WHAT TO PRODUCE:
Scan the lines below for the word "roads". Copy each line you find it in.

--- SOURCE DATA Enclosed Below ---

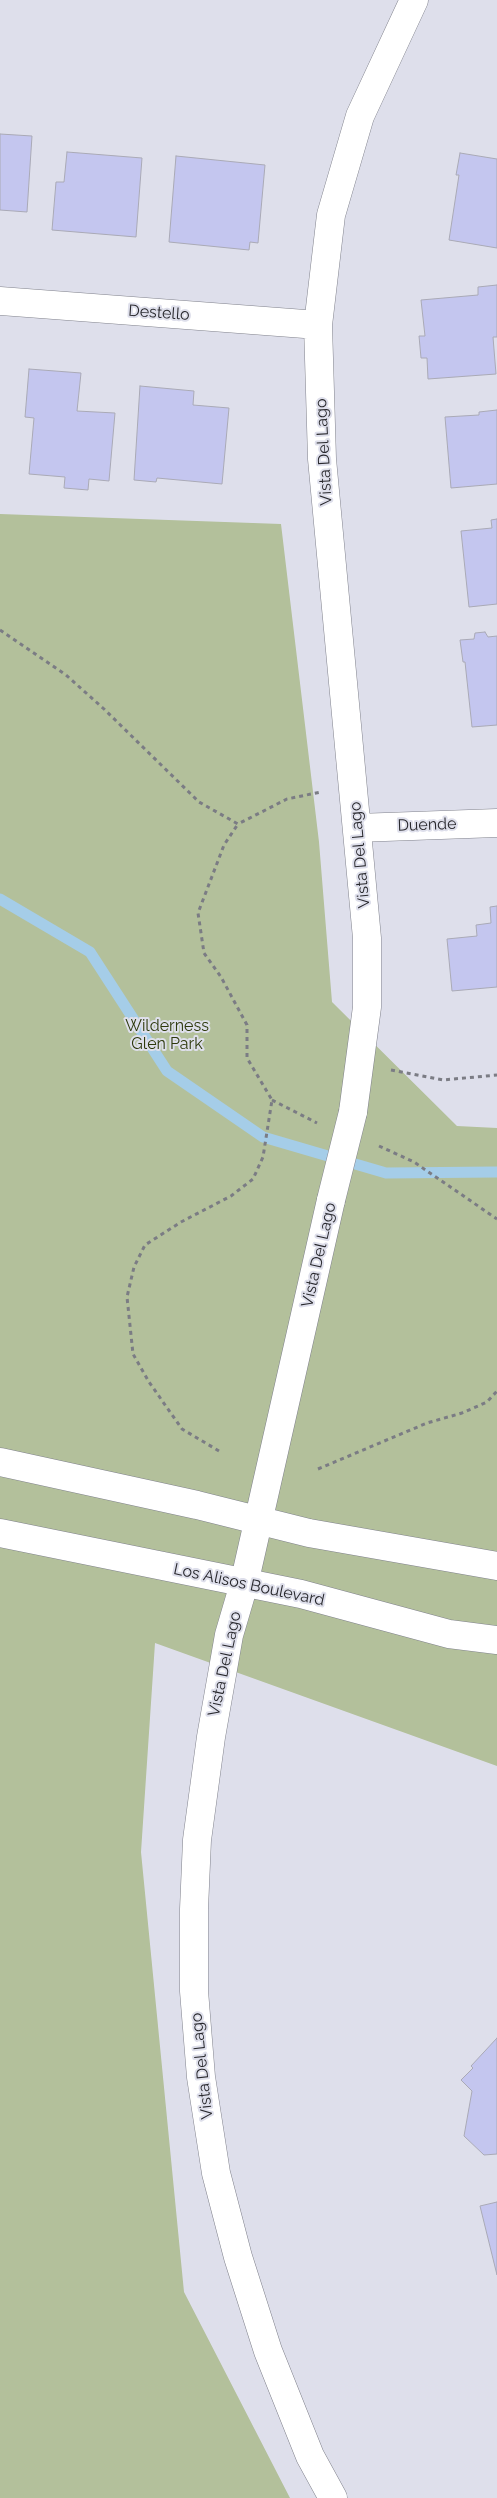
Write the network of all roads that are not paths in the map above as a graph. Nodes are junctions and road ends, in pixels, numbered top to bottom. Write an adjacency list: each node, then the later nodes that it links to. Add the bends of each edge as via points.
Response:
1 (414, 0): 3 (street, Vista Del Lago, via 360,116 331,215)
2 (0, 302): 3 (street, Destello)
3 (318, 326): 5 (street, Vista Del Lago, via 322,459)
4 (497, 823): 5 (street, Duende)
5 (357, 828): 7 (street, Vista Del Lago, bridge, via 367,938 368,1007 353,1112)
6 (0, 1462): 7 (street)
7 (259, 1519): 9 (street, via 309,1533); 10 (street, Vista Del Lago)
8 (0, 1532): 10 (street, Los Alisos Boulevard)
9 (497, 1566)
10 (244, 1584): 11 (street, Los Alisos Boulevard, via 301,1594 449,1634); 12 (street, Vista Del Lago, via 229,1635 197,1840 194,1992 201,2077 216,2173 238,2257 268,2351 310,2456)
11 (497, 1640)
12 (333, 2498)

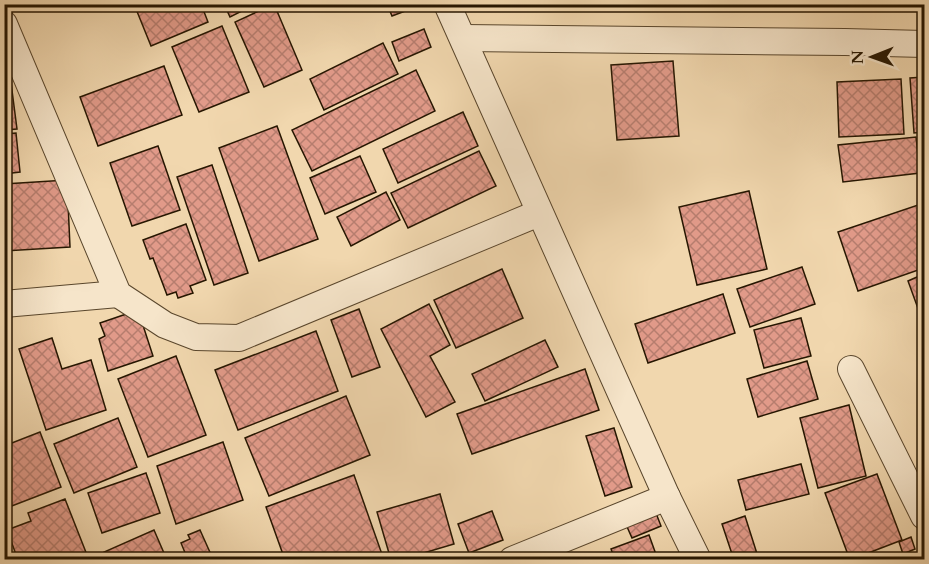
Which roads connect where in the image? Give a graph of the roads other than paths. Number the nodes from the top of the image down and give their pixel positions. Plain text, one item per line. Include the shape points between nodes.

--- End of Enclosed SOURCE DATA ---
--- SOURCE DATA Enclosed Below ---

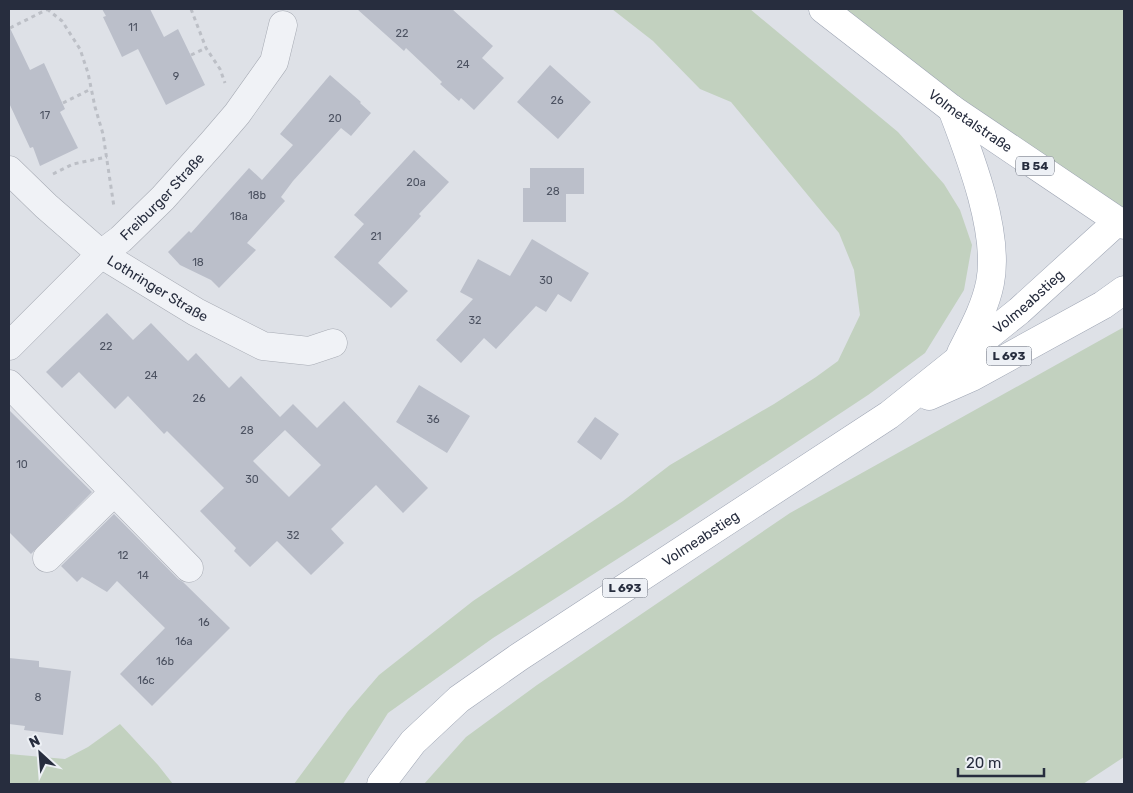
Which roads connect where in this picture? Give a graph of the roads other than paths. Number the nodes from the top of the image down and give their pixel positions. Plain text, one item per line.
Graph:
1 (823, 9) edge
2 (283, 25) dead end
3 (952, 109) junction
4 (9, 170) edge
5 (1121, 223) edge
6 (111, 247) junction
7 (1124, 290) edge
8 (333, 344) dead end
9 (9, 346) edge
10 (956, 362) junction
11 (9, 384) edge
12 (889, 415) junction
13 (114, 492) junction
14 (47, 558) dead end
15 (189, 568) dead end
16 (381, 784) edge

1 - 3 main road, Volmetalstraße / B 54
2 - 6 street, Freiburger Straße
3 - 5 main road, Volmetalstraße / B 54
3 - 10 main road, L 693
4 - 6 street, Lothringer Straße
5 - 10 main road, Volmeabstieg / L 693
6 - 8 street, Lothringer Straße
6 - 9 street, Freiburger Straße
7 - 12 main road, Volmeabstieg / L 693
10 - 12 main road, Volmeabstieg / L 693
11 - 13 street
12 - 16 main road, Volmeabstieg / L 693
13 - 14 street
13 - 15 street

--- End of Enclosed SOURCE DATA ---

SOLVED PROBLEM:
Write the network of all roads that are not paths in the map above as a graph. Nodes are junctions and road ends, in pixels, numbered top to bottom. Write an adjacency list: each node, then the later nodes that it links to. Add the bends of each edge as via points.
Which roads connect where in the image? Give a graph of the roads other than paths. Number the nodes from the top of the image down and give their pixel positions. Plain text, one item per line. Include the shape points between nodes.
Which roads connect where in this picture? Give a graph of the roads other than paths. Number the nodes from the top of the image down and give their pixel positions. Plain text, one item per line.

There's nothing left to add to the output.